There was a lot riding on this London Fashion Week. A shaky retail landscape (RIP Matches) left a handful of young brands in, to put it bluntly, a financial hole, while the outlook for the biggest name on the schedule – Burberry – hasn’t looked much brighter of late. “London is about to show that it’s resilient,” said Steven Stokey-Daley prior to the spring/summer 2025 season. “Forward motion and creativity and new ideas prevail – we have to think like that.”

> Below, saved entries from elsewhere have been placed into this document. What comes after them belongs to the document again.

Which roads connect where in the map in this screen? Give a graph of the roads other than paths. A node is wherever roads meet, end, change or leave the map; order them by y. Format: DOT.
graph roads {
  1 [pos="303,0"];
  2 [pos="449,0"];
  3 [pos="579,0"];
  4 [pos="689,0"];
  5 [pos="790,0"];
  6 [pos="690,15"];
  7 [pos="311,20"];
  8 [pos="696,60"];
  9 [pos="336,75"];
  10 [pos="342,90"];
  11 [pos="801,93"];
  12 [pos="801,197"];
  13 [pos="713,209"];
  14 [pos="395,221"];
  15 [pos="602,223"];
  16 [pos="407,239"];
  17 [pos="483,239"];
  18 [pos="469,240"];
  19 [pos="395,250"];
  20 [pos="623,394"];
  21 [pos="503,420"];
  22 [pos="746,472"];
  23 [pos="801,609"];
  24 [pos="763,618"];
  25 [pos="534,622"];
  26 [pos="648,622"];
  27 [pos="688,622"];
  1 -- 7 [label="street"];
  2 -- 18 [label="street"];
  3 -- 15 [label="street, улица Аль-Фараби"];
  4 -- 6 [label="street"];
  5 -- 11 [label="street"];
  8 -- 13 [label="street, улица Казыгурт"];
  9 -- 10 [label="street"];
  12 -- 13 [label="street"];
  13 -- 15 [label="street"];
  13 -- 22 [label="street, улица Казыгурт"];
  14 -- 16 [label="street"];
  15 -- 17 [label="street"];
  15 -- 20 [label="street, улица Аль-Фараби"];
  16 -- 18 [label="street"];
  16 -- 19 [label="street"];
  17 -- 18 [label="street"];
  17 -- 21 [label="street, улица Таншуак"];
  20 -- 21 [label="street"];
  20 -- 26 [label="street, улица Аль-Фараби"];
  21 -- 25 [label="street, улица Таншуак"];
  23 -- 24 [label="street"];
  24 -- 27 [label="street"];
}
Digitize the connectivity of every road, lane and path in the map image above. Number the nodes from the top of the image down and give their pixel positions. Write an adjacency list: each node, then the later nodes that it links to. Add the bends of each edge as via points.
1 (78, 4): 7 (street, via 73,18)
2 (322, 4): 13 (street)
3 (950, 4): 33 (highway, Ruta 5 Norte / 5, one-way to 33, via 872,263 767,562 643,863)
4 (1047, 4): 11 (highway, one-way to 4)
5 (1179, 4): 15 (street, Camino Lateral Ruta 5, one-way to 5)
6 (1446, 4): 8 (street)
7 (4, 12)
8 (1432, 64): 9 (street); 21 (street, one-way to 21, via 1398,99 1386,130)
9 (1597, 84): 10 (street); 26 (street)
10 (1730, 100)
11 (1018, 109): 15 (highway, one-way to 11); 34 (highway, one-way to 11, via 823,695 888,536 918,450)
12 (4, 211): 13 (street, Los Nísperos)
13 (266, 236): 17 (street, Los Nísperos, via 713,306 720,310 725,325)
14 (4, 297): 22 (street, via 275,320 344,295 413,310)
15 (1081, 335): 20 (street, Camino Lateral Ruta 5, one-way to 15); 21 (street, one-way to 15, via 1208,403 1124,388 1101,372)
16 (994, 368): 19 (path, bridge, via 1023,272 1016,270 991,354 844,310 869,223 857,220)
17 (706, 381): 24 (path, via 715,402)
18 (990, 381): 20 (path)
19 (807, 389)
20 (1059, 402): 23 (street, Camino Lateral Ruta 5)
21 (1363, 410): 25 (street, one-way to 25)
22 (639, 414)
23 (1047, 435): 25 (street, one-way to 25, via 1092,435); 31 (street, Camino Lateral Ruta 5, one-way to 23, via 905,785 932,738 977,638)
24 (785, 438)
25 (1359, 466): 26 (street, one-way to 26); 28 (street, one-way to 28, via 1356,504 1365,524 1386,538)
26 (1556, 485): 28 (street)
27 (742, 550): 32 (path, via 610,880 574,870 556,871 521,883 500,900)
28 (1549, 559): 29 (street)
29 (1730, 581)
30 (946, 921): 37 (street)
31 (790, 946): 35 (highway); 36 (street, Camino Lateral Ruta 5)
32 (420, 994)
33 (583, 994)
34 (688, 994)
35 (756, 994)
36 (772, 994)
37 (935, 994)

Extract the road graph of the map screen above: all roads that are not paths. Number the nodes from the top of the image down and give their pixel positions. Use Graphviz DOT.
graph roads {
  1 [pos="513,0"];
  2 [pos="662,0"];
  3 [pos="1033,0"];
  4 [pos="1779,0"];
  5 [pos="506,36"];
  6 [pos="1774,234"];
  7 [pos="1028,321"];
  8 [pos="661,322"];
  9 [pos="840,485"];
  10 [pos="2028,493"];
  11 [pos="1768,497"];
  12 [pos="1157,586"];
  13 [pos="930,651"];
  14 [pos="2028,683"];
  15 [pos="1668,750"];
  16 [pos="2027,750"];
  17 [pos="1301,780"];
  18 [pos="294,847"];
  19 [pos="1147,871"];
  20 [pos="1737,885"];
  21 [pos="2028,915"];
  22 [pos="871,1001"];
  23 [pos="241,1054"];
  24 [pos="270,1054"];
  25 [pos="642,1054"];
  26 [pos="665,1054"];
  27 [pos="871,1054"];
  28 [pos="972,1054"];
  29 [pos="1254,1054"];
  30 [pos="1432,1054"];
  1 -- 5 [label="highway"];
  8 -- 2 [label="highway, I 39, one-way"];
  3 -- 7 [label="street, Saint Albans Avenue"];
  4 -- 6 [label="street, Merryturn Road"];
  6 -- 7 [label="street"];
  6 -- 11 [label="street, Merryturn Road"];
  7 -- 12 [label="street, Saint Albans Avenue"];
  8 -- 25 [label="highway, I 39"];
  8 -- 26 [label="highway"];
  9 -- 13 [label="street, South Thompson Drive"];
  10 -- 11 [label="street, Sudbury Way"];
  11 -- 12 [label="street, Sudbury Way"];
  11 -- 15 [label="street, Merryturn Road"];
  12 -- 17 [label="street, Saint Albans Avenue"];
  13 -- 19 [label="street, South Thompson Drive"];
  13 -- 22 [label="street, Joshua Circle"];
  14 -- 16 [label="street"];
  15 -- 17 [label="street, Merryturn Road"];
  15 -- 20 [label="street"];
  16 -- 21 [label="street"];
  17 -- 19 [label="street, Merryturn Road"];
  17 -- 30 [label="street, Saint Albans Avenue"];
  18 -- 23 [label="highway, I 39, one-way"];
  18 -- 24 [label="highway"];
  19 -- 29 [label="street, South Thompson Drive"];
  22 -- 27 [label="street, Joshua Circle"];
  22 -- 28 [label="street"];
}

Creativity – and late nights – did indeed prevail. We have Harry Styles and his mullet to thank for drawing international attention to the line-up on day one, after he flew in and out of the city to see the first womenswear presentation from SS Daley, in which he holds a minority stake. From then, it was a high-octane exploration of what British fashion means today – from mayo and chips to sexy smalls – as the likes of Standing Ground, Johanna Parv and Paolo Carzana staged their first solo shows, and talent incubator Fashion East welcomed a new class (hi Nuba; you too, Loutre!) to nurture. Nensi Dojaka returned to the runway with a Calvin Klein collection of spliced-and-diced lingerie, and Chopova Lowena pumped up Friday night with its annual LFW moment, featuring a clutch of fabulous cameos from within the Vogue family.
Away from the headline acts, there were quieter moments of synchronicity across the board, as designers mined similar pools of references for what turned out to be some of their most personal collections to date. From sex to carnations, androgynous artists to home comforts, here are the key themes that played out during London Fashion Week spring/summer 2025.
Let’s talk about sex, baby
“I want everyone to feel very hot and steamy after seeing this,” said 16Arlington’s Marco Capaldo, whose journey to his sparkly, lily-printed knickers came via Pedro Almodóvar, specifically the Spanish colourist’s film, The Skin I Live In, and its peppy Pantones. “I know it sounds clichéd, but I felt like all of a sudden I was facing the sun, and so the woman that I’m designing for is facing that sun,” he added of bringing back a sense of levity and sex appeal after seasons inspired by more sinister David Lynchian undertones.
Simone Rocha, too, was feeling flirtatious on her quest to shock the hallowed halls of the Old Bailey with a dance-inspired collection that felt “performative, playful and provocative”. Cue crystal carnations (inspired by the legendary Pina Bausch show Nelken) creeping up big pants as “lady gardens”, and placed artfully over breasts as her take on nipple pasties.
When creating her see-now-buy-now Calvin Klein X Nensi Dojaka underwear capsule, the Albanian partywear favourite kept returning to the words “inclusive”, “empowering”, “femininity” and “sensuality”. It would have been particularly empowering to see Dojaka’s “idea of putting it on women of different backgrounds and different shapes” translated on the runway, but Jill Kortleve certainly did a good job of selling this ’90s CK-inspired edit funnelled through a modern London lens.